Lo sportello unico promette efficienza
NEGRAR. Inaugurata la sede dei servizi per il pubblico: nuova struttura, eliminate tutte le barriere architettonicheTutte le pratiche di anagrafe e amministrazione al primo piano del municipio Mion: «Una rivoluzione»
Il nuovo sportello unico al primo piano del municipio si propone di agevolare il rapporto della cittadinanza con gli uffici comunali: quattro gli addetti a disposizione per qualsiasi tipo di richiesta (il 70 per cento delle pratiche amministrative si possono sbrigare qui), un punto informazioni, dodici impiegati a disposizione dietro il banco e negli uffici interni per la consulenza. Nessuna barriere architettoniche, per semplificare la vita anche ai disabili e alle loro famiglie.
Ribattezzato «sportello del cittadino», per sottolineare l'intenzione dell'amministrazione di rendere più diretto e semplice l'approccio, è stato inaugurato nel giorno di San Valentino. Numerosi i cittadini che hanno curiosato in anteprima e si sono fatti spiegare i cambiamenti dal sindaco Alberto Mion, dall'assessore ai lavori pubblici Luciano Galeotti e dall'ex assessore all'innovazione Fausto Rossignoli, che ha fortemente voluto il nuovo servizio ma ha lasciato l'incarico alla fine del 2008. A rappresentare la Provincia all'inaugurazione c'era l'assessore all'agricoltura Dionisio Brunelli, che ha portato pure i saluti dell'assessore regionale Massimo Giorgetti. Dalla Regione Veneto sono arrivati infatti 73mila euro di contributo, che hanno coperto parte dei 270mila euro di spesa previsti per i lavori all'intero piano del palazzo comunale in piazza Vittorio Emanuele, su progetto curato dai tecnici comunali Sonia Lonardi e Martina Ceschi.
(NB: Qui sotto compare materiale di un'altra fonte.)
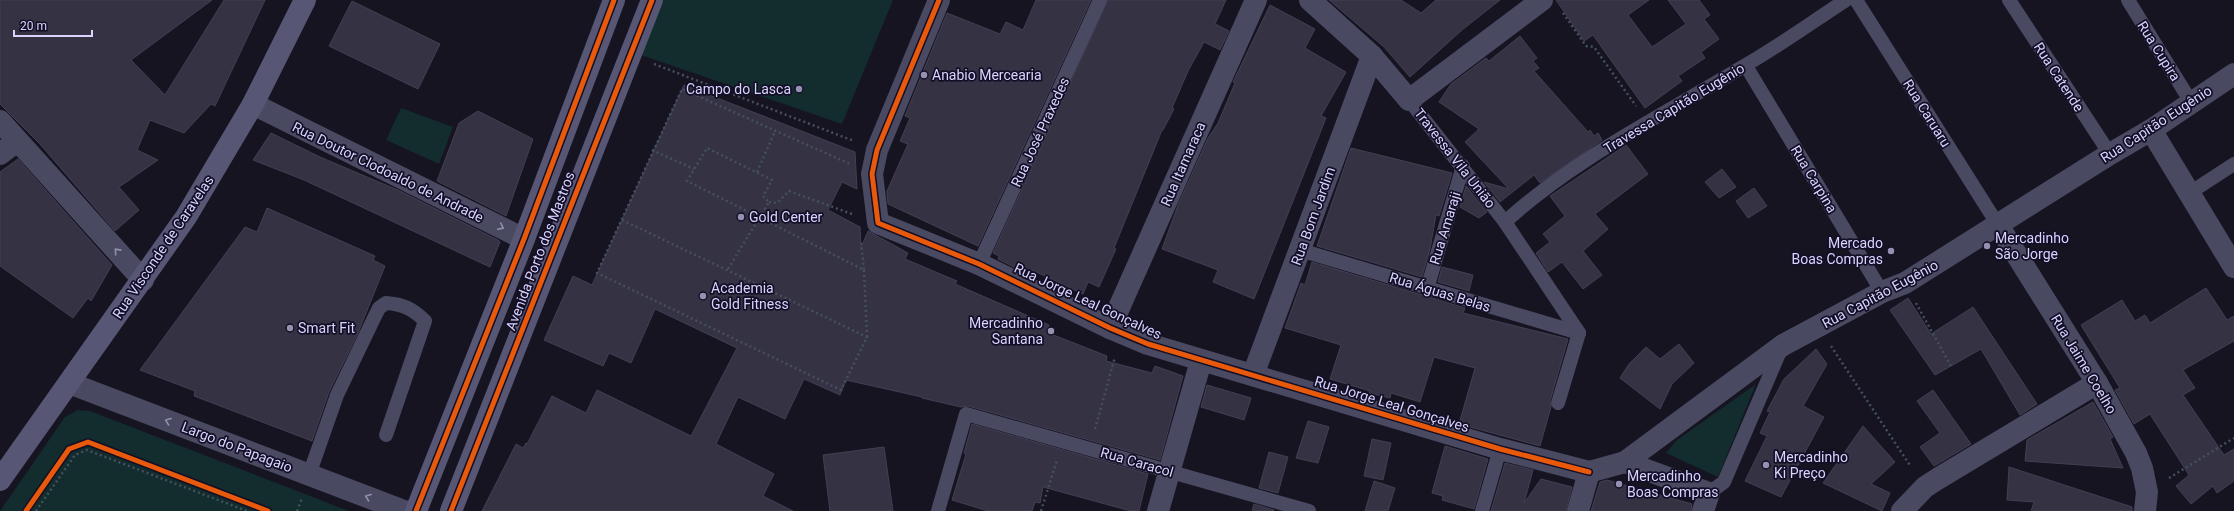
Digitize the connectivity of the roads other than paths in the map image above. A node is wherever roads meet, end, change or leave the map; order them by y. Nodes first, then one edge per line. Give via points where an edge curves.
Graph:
1 (305, 0) edge
2 (614, 0) edge
3 (652, 0) edge
4 (939, 0) edge
5 (1100, 0) edge
6 (1256, 0) edge
7 (1310, 0) edge
8 (1542, 0) edge
9 (1846, 0) edge
10 (1856, 0) edge
11 (2009, 0) edge
12 (2128, 0) edge
13 (1372, 56) junction
14 (1746, 66) junction
15 (2234, 74) edge
16 (1409, 100) junction
17 (2191, 102) junction
18 (253, 104) junction
19 (0, 121) edge
20 (2151, 130) junction
21 (17, 141) junction
22 (0, 154) edge
23 (2110, 154) junction
24 (2234, 164) edge
25 (1463, 166) junction
26 (2188, 194) junction
27 (1505, 222) junction
28 (1998, 225) junction
29 (524, 239) junction
30 (1300, 250) junction
31 (979, 264) junction
32 (2234, 267) edge
33 (143, 280) junction
34 (1427, 288) junction
35 (1882, 292) junction
36 (1116, 330) junction
37 (1579, 333) junction
38 (1783, 345) junction
39 (1201, 361) junction
40 (1253, 375) junction
41 (69, 383) junction
42 (2097, 383) junction
43 (1558, 403) dead end
44 (386, 435) dead end
45 (1500, 449) junction
46 (1625, 462) junction
47 (1168, 471) junction
48 (1589, 472) junction
49 (309, 475) junction
50 (0, 480) edge
51 (1706, 502) edge
52 (2146, 502) edge
53 (404, 511) edge
54 (416, 511) edge
55 (451, 511) edge
56 (938, 511) edge
57 (1158, 511) edge
58 (1309, 511) edge
59 (1482, 511) edge
60 (1578, 511) edge
61 (1902, 511) edge

1 - 18 main road, Rua Visconde de Caravelas
2 - 29 main road, Avenida Porto dos Mastros
3 - 55 main road, Avenida Porto dos Mastros
4 - 31 street, Rua Jorge Leal Gonçalves via 877,150 872,174 878,223
5 - 31 lane, Rua José Praxedes
6 - 36 street, Rua Itamaraca
7 - 13 street, Travessa Vila União
8 - 16 street
9 - 14 lane, Travessa Capitão Eugênio
10 - 28 lane, Rua Caruaru
11 - 23 lane, Rua Catende
12 - 17 lane, Rua Cupira
13 - 16 street, Travessa Vila União
13 - 30 street, Rua Bom Jardim
14 - 27 lane, Travessa Capitão Eugênio via 1648,122 1535,194
14 - 35 lane, Rua Carpina
15 - 17 street, Rua Capitão Eugênio
16 - 25 lane, Travessa Vila União
17 - 20 street, Rua Capitão Eugênio
18 -> 29 street, Rua Doutor Clodoaldo de Andrade
18 - 33 main road, Rua Visconde de Caravelas via 186,217
19 - 21 street
20 - 23 street, Rua Capitão Eugênio
20 - 26 street
21 - 22 street
33 -> 21 street
23 - 28 street, Rua Capitão Eugênio
24 - 26 lane
25 - 27 lane, Travessa Vila União
25 - 34 lane, Rua Amaraji
26 - 32 street
27 - 37 lane, Travessa Vila União
28 - 35 street, Rua Capitão Eugênio via 1905,283
28 - 42 street, Rua Jaime Coelho
29 - 54 main road, Avenida Porto dos Mastros
30 - 34 lane, Rua Águas Belas
30 - 40 street, Rua Bom Jardim
31 - 36 street, Rua Jorge Leal Gonçalves
33 - 41 main road, Rua Visconde de Caravelas
34 - 37 lane, Rua Águas Belas
35 - 38 street, Rua Capitão Eugênio
36 - 39 street, Rua Jorge Leal Gonçalves via 1148,344
37 - 43 lane
38 - 46 street, Rua Capitão Eugênio
38 - 51 lane via 1724,482
39 - 40 street, Rua Jorge Leal Gonçalves
39 - 47 street
40 - 45 street, Rua Jorge Leal Gonçalves
49 -> 41 street, Largo do Papagaio
41 - 50 main road, Rua Visconde de Caravelas
42 - 52 street, Rua Jaime Coelho via 2136,453 2142,468
42 - 61 street via 1925,487
44 - 49 lane via 425,321 413,310 399,304 386,303 379,308 338,395
45 - 48 street, Rua Jorge Leal Gonçalves
45 - 59 lane
46 - 48 street, Rua Capitão Eugênio
46 - 51 street
47 - 56 lane, Rua Caracol via 966,414
47 - 57 street
47 - 58 lane, Rua Caracol
48 - 60 street
53 -> 49 street, Largo do Papagaio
«Lo sportello del cittadino è il frutto di un lavoro di squadra», afferma Mion, «e ringrazio tutti per la disponibilità dimostrata, che ha permesso di portare a termine nei tempi previsti questa piccola rivoluzione nel modo di concepire gli uffici comunali».
L'iniziativa è ottima per l'assessore provinciale Brunelli, a Negrar consigliere comunale di minoranza: «Speriamo che in questo modo migliori l'accesso al Comune da parte dei cittadini», afferma, «che potranno così frequentarlo di più e capire meglio come funziona la macchina amministrativa».
Per l'ex assessore Rossignoli lo sportello rappresenta un punto di arrivo e ripartenza di un lungo percorso, «iniziato da un'indagine sui bisogni dei cittadini e continuato con l'adozione di una disciplina meritocratica per i dipendenti e la certificazione qualità di alcuni settori. Un'amministrazione moderna», conclude, «deve saper rispettare i tempi del cittadino, stabilire con lui un contatto positivo e garantire la massima riservatezza». I cittadini non possono che augurarsi che questo avvenga nel grande open space dai colori neutri, spezzati solo da alcuni dettagli in verde, dove la tecnologia la fa da padrona, dal biglietto elettronico fino all'impianto di riscaldamento e climatizzazione. C'è anche, già pronta, l'attrezzatura per la carta d'identità elettronica, nel caso dal governo centrale arrivassero disposizioni in merito. «Noi abbiamo previsto tutto per poter dare il massimo al cittadino in ogni momento», conclude l'assessore Galeotti. Non resta che provare.